[GIVEN RECORDS]:
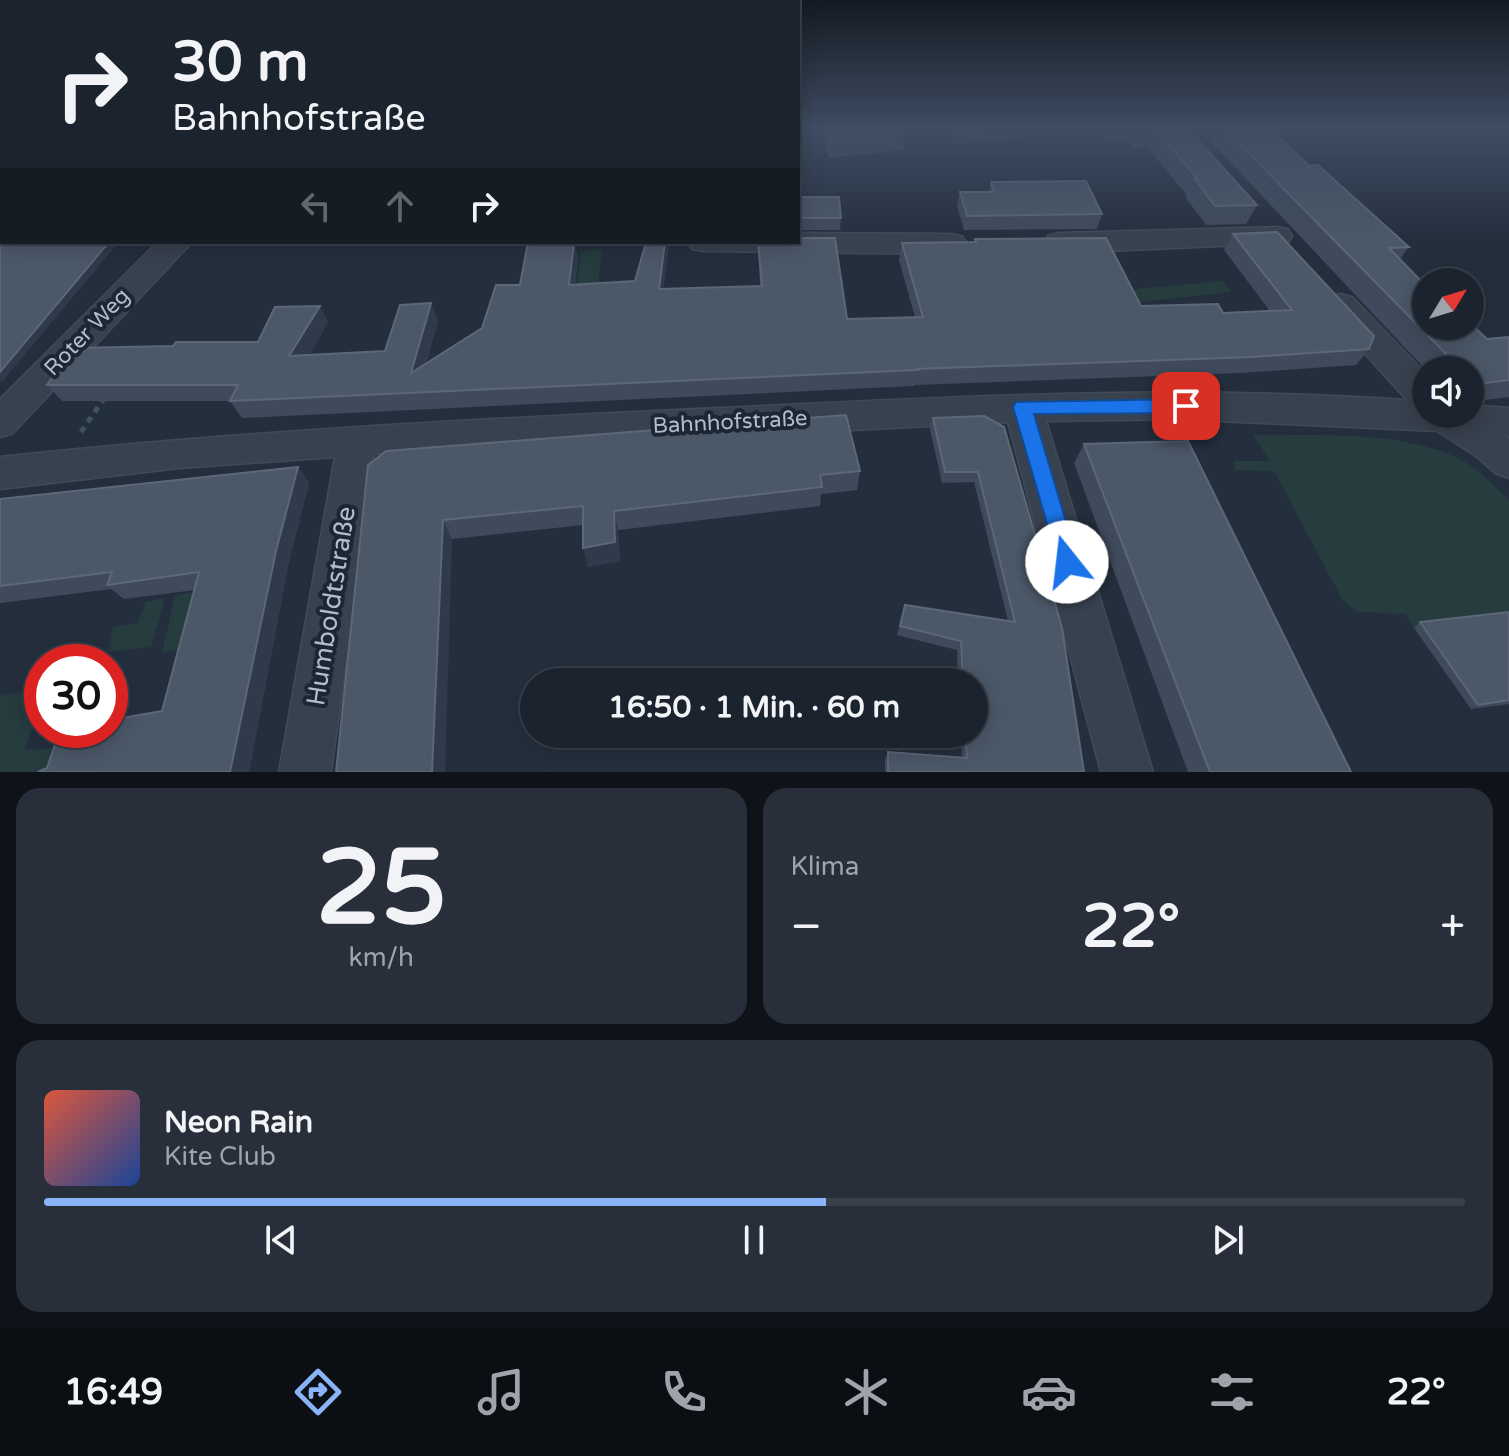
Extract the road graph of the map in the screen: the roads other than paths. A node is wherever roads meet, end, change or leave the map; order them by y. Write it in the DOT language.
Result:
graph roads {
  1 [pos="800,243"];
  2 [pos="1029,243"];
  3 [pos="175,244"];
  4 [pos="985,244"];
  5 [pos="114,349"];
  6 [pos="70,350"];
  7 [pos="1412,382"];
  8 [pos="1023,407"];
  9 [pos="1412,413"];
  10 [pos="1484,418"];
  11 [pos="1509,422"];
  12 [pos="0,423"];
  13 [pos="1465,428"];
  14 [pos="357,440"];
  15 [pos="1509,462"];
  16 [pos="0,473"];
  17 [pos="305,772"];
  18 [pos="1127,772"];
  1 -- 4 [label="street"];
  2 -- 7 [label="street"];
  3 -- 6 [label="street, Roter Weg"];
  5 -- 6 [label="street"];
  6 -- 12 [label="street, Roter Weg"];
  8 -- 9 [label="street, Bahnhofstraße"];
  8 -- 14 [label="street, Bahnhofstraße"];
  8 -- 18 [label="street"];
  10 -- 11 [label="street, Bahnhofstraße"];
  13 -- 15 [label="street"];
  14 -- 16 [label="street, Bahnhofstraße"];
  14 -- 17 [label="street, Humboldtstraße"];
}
==
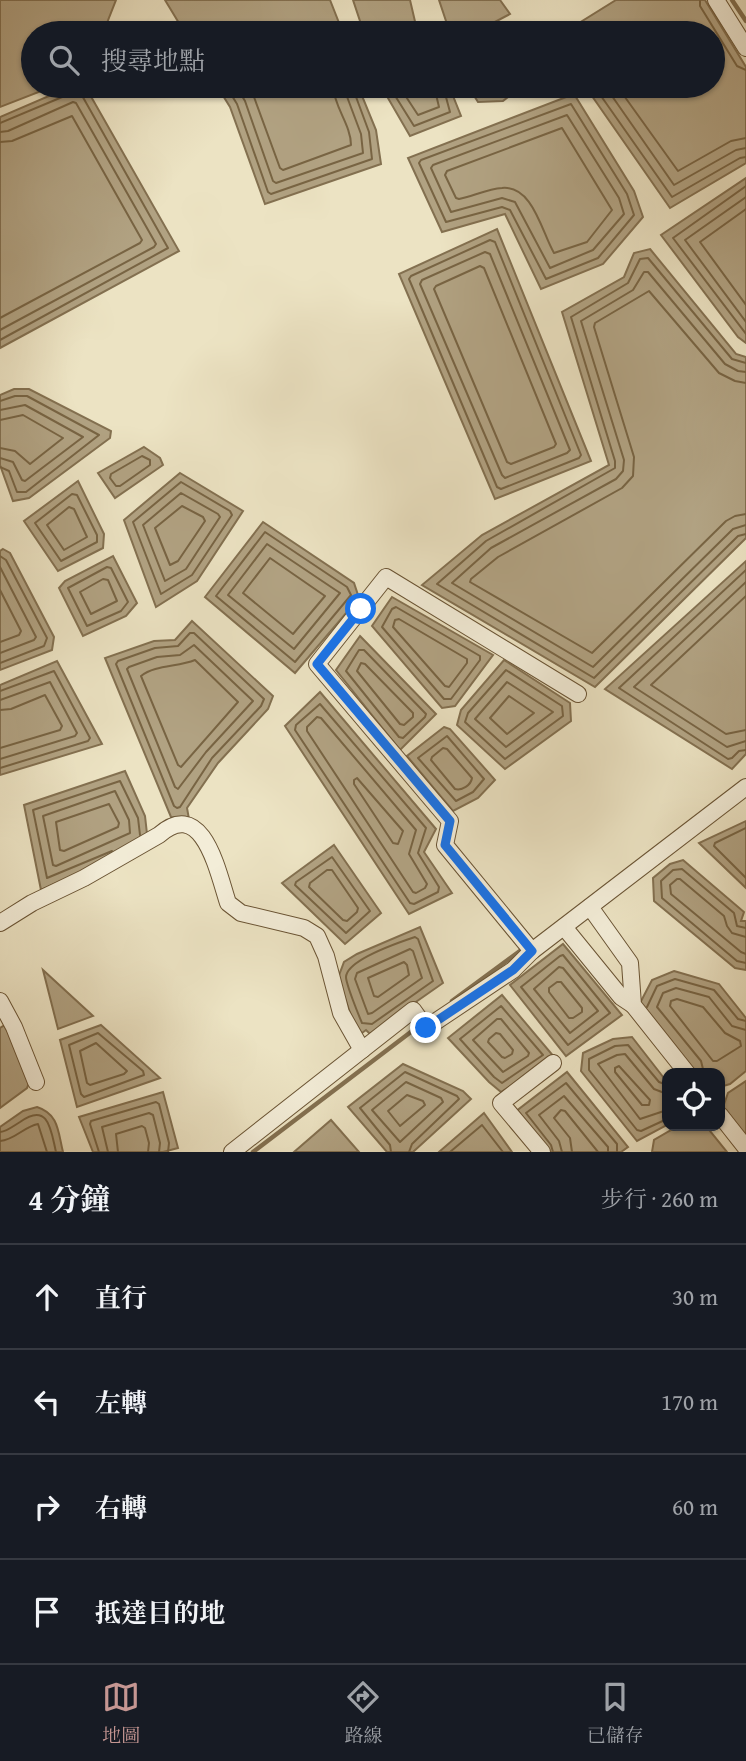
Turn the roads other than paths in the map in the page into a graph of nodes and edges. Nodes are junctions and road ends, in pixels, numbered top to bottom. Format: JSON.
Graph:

[YOUR INSTRUCTIONS]:
List, from the entries above, every line in which the word "other" shows up.

[WORKED SOLUTION]:
Extract the road graph of the map in the screen: the roads other than paths. A node is wherever roads meet, end, change or leave the map; order them by y. Write it in the DOT language.
Turn the roads other than paths in the map in the page into a graph of nodes and edges. Nodes are junctions and road ends, in pixels, numbered top to bottom. Format: JSON.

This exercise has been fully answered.